According to my nurse brain I am not even remotely sick. If I, as a nurse, was presented with me, as a patient, I would wonder why my time was being wasted with this. Right now, by any objective measure, I am solidly not-sick. My vital signs are fine, my lab work has only some very minor abnormalities, and I’m not having any particular physical symptoms. In short, what am I getting all twisted up about? I should just shut the fuck up and get back to work.

Simultaneously, my normal human brain is saying “well if having cancer isn’t worth getting twisted up about, what is?” and continues to tell my sympathetic nervous system that there is a major crisis going on and I should be hyper-alert and jittery all the time.

As is often the case (but absolutely not always, which is a different discussion) the truth is somewhere in the middle. Knowing that, though, doesn’t really make either side of my brain any more willing to calm down and play nice.

Treatment #1

It took considerably longer for me to drive up to Seattle, park, and get checked in than it did to get my first dose of BCG.

Before I had my cystoscopy, the part of this whole thing that I was most worried about was having a catheter placed. I’ve been a nurse for a while now and I would hesitate to even guess how many urinary catheters I’ve put in people. Many of them were sedated or otherwise unconscious at the time but of the people who were awake reactions ranged from saying that it was uncomfortable to screaming like they’d been hit with a branding iron. That wide a spread in peoples reactions had always prevented me from forming any firm opinion on how uncomfortable it may or may not be, objectively speaking (yes, I know – pain is subjective, pain is what the patient says it is, blah, blah, STFU & GBTW).

My experience was that with enough lidocaine gel it really wasn’t that bad. This was quite a relief since I will be getting an in-and-out catheter intermittently for the next few months.

So the treatment itself was quick and not terribly painful. The only difficulty is that I have to not pee for at least two hours after I get the dose of BCG. This is further complicated by the fact that I will need to provide a urine specimen before each treatment. This means I have to find the balance between being hydrated enough that I can give a specimen but not hydrated so much that I’m going to explode when I can’t go to the bathroom for two hours. Fortunately my years working in the ICU and frequently being too busy to take a bathroom break for 12 hours has prepared me for this.

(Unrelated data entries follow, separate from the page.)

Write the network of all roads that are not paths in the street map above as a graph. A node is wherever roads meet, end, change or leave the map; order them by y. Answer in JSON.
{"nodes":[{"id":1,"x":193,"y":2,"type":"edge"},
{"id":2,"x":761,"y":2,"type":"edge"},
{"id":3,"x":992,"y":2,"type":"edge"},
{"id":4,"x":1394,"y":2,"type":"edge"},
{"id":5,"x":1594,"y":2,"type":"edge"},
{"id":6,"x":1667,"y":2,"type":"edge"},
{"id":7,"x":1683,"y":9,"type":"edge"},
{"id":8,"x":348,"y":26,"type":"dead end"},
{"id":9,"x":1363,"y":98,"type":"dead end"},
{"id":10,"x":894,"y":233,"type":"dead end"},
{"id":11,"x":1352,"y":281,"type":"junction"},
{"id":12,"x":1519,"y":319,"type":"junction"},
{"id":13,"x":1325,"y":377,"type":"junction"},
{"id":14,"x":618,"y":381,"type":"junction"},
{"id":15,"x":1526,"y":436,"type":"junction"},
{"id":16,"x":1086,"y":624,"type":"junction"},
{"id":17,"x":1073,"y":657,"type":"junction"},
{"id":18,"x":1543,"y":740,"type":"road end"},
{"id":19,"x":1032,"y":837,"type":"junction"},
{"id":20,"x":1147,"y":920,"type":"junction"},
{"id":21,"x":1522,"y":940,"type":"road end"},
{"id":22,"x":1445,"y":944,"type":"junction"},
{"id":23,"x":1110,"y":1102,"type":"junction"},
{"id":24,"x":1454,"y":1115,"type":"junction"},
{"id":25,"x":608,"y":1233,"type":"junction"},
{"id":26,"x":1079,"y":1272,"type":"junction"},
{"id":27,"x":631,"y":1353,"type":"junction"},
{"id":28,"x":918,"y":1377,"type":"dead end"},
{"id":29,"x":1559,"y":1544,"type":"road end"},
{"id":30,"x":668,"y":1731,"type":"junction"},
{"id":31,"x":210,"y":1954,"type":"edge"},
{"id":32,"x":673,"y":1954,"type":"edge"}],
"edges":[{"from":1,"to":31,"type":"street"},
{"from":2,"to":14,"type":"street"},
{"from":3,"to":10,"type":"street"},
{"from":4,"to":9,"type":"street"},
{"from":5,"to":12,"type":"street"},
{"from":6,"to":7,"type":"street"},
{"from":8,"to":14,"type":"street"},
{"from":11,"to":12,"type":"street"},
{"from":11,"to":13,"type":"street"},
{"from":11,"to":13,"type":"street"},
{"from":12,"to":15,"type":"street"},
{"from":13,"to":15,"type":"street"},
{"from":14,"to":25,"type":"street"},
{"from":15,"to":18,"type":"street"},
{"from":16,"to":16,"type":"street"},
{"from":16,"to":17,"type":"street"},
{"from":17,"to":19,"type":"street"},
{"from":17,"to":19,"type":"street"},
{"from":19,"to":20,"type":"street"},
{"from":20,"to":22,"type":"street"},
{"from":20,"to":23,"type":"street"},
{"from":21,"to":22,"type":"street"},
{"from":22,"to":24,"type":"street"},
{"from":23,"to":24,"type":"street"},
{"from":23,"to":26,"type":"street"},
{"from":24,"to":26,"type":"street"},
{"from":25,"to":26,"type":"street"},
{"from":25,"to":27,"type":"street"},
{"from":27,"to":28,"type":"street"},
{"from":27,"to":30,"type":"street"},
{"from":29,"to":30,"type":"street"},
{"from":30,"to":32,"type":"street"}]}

As far as any side-effects, I am unquestionably feeling fatigued but I really think that is more related to going straight from working Saturday night to working on clearing out the basement on Sunday followed by not sleeping terribly well Sunday night. There have, so far, not been any other symptoms.

Interestingly, I got a list of instructions to follow when I do urinate for the first time after getting a dose of BCG. I was told to sit down rather than standing (to reduce splashing I assume) and that I should pour two cups of bleach in the toilet bowl and let it sit for at least 15 minutes before flushing. Obviously there is something with the BCG that they don’t want wandering around in the sewers but what that might be and how bleach stops it from happening is something I will maybe have to investigate more.